I'm asking two things, whether this proof is correct, and if there is a more intuitive proof I haven't thought of.
We assume that $R$ is finite and that $1+1 \neq 0$ and $R$ has no zero divisors. Let $x \in R$ with $x = -x$. Then, $x+x = (1+1)x = 0$. Since $1+1 \neq 0$ and $R$ has no zero divisors, this results in $x = 0$, which means that $0$ is the only self-inverse element of $R$ (regarding addition). Next, consider a set $A \subset R$ such that $A \cap A^{-1} = \emptyset$ (where $A^{-1} = \{x^{-1}\;|\;x \in A\}$) and $R\setminus\{0\} = A \cup A^{-1}$ (the existence of such a set can be proved with Zorn's lemma, or, considering $R$ is finite, via induction). Then, $|R\setminus\{0\}| = |A\cup A^{-1}|$, and since $A \cap A^{-1} = \emptyset$, $|R| - 1 = |A| + |A^{-1}|$. Obviously, $|A| = |A^{-1}|$ (consider the bijection $x \mapsto x^{-1}$) and thus, $|R| = 2|A|+1$, which proves that $|R|$ is odd.
Here's a simpler proof.
As a finite abelian group of even order, $R$ contains an element $a$ of order 2.

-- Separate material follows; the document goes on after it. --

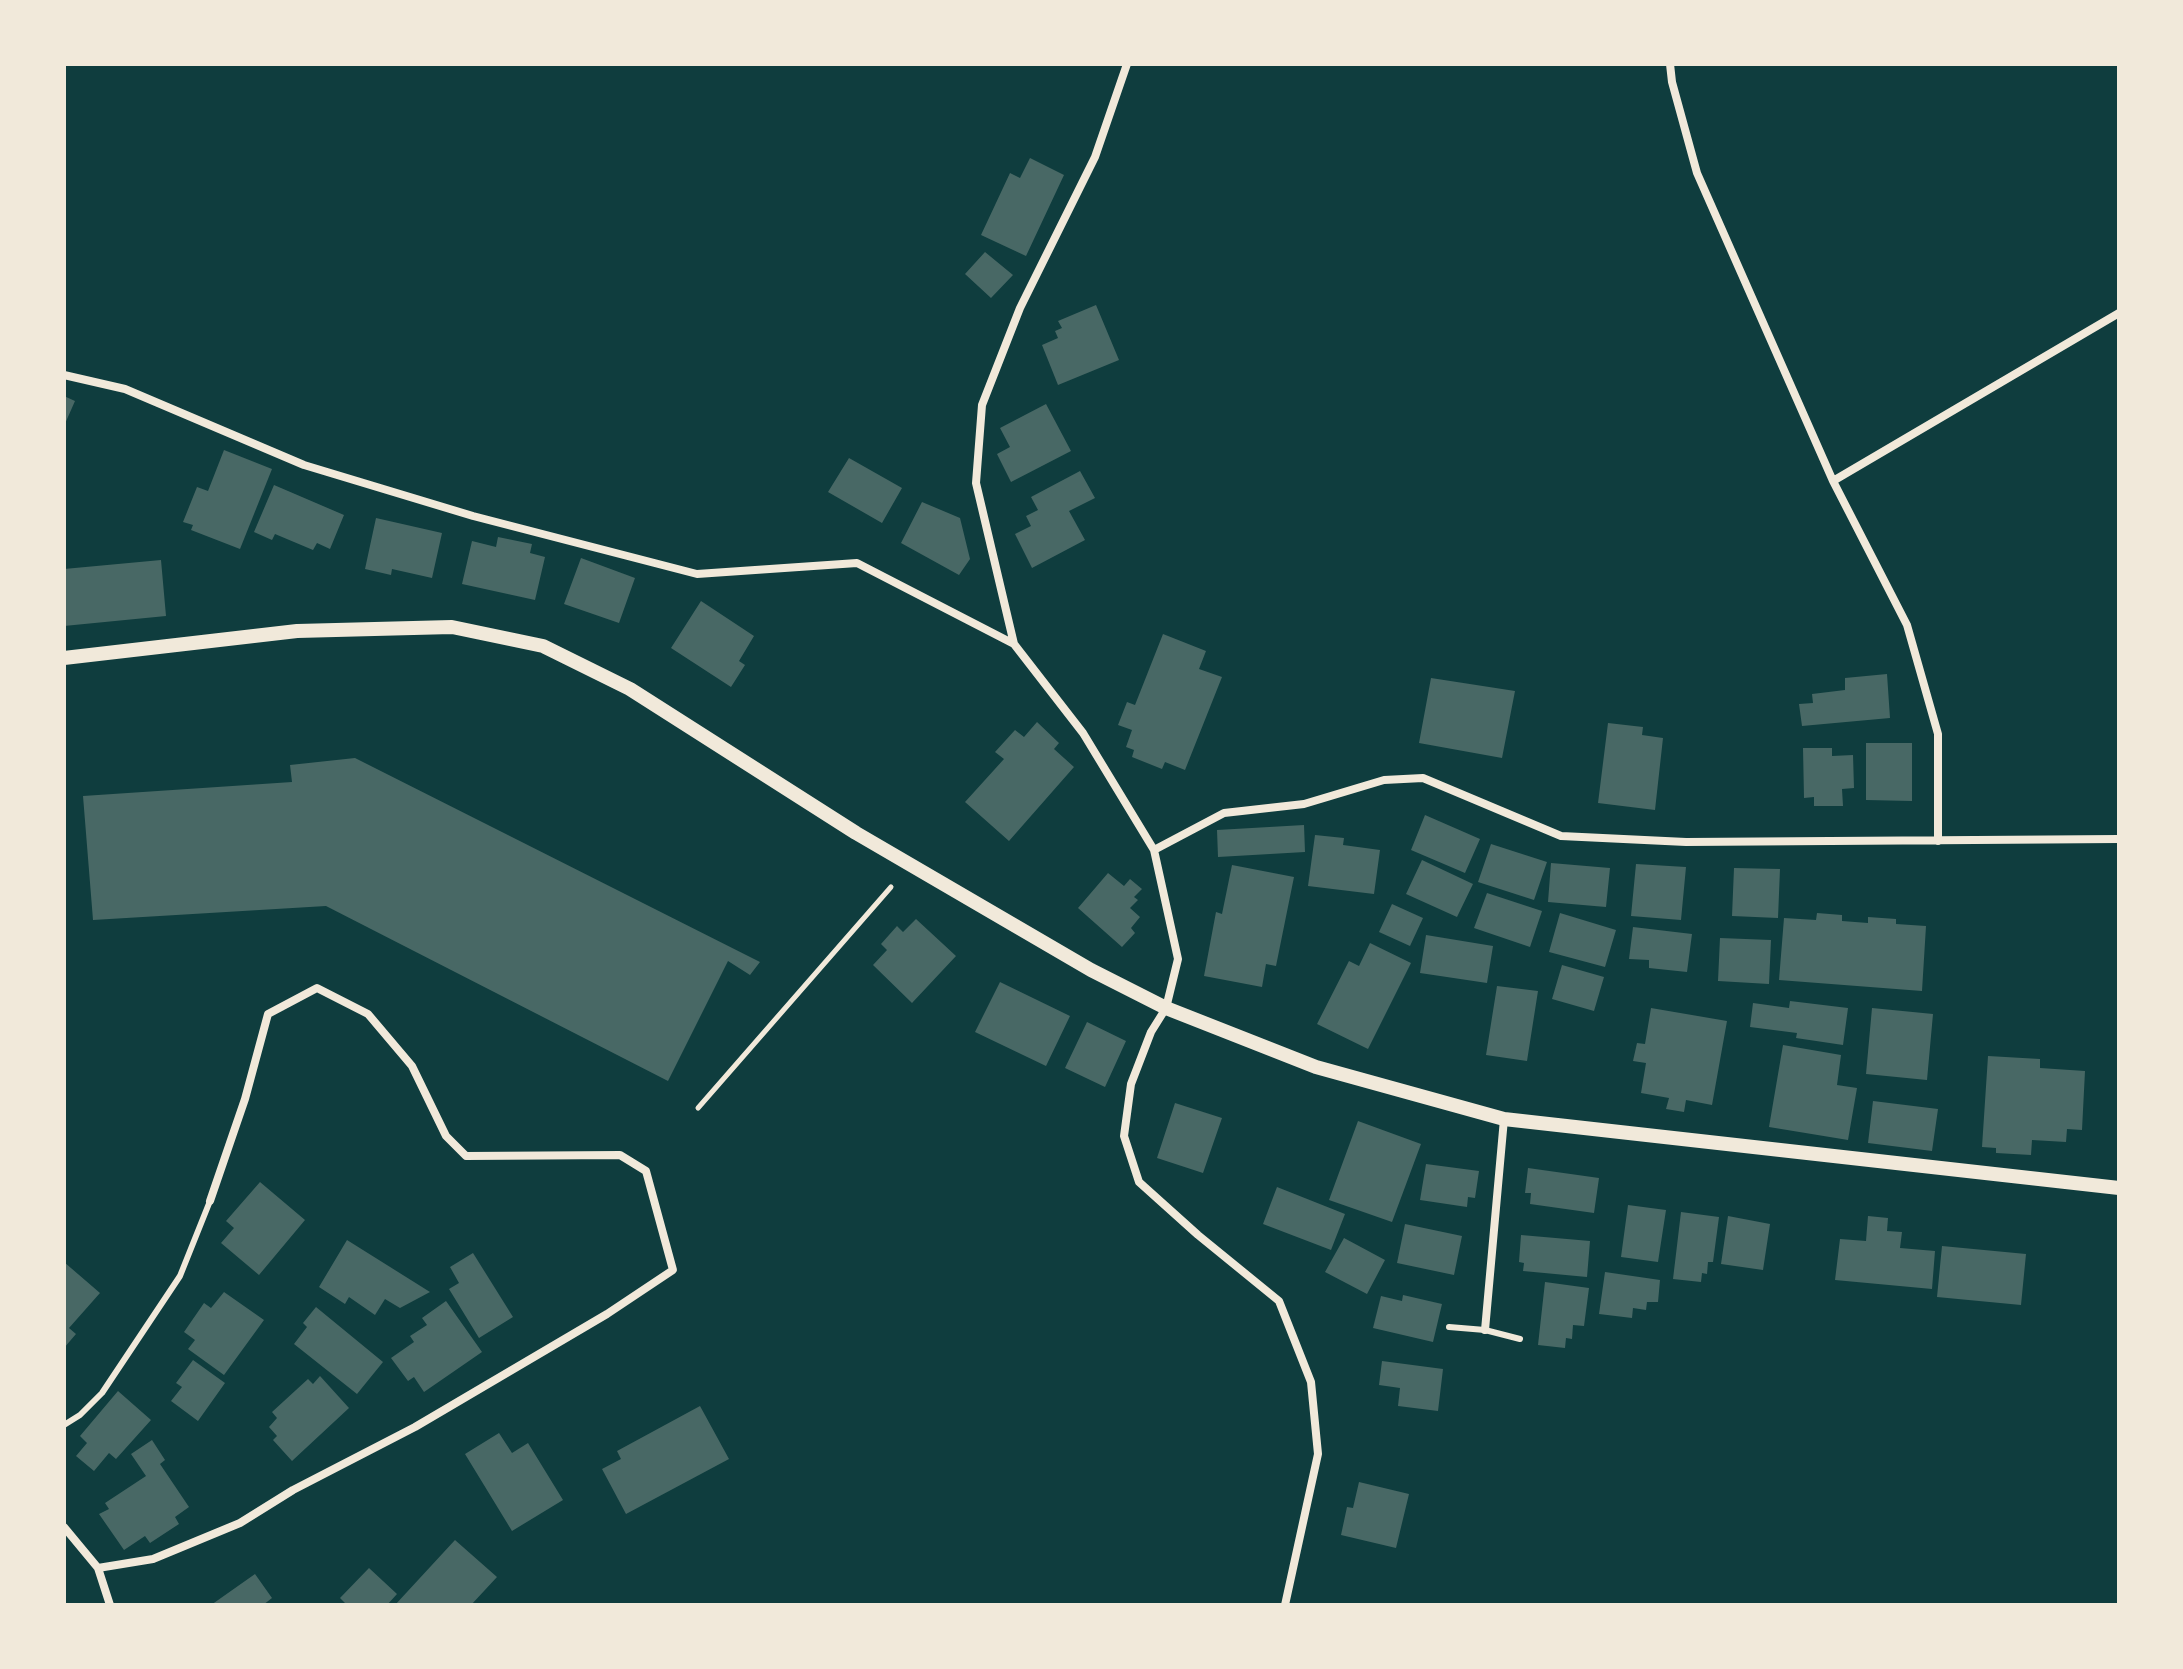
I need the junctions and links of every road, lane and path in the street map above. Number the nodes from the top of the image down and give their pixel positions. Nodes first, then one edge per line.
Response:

Thus $2a=0$. Either $2=0$, or $a$ is a zero-divisor.
Edit
Also, your proof is correct, though there's no need to use Zorn's lemma or induction explicitly. Instead it can be proved directly if you do the following:
Consider the equivalence relation $x\sim y$ if $x=\pm y$. This partitions $R$ into equivalence classes, all but one of which have two elements (as you observed, $0$ is the only element with $x=-x$). Thus $|R|=2n-1$, where $n$ is the number of equivalence classes.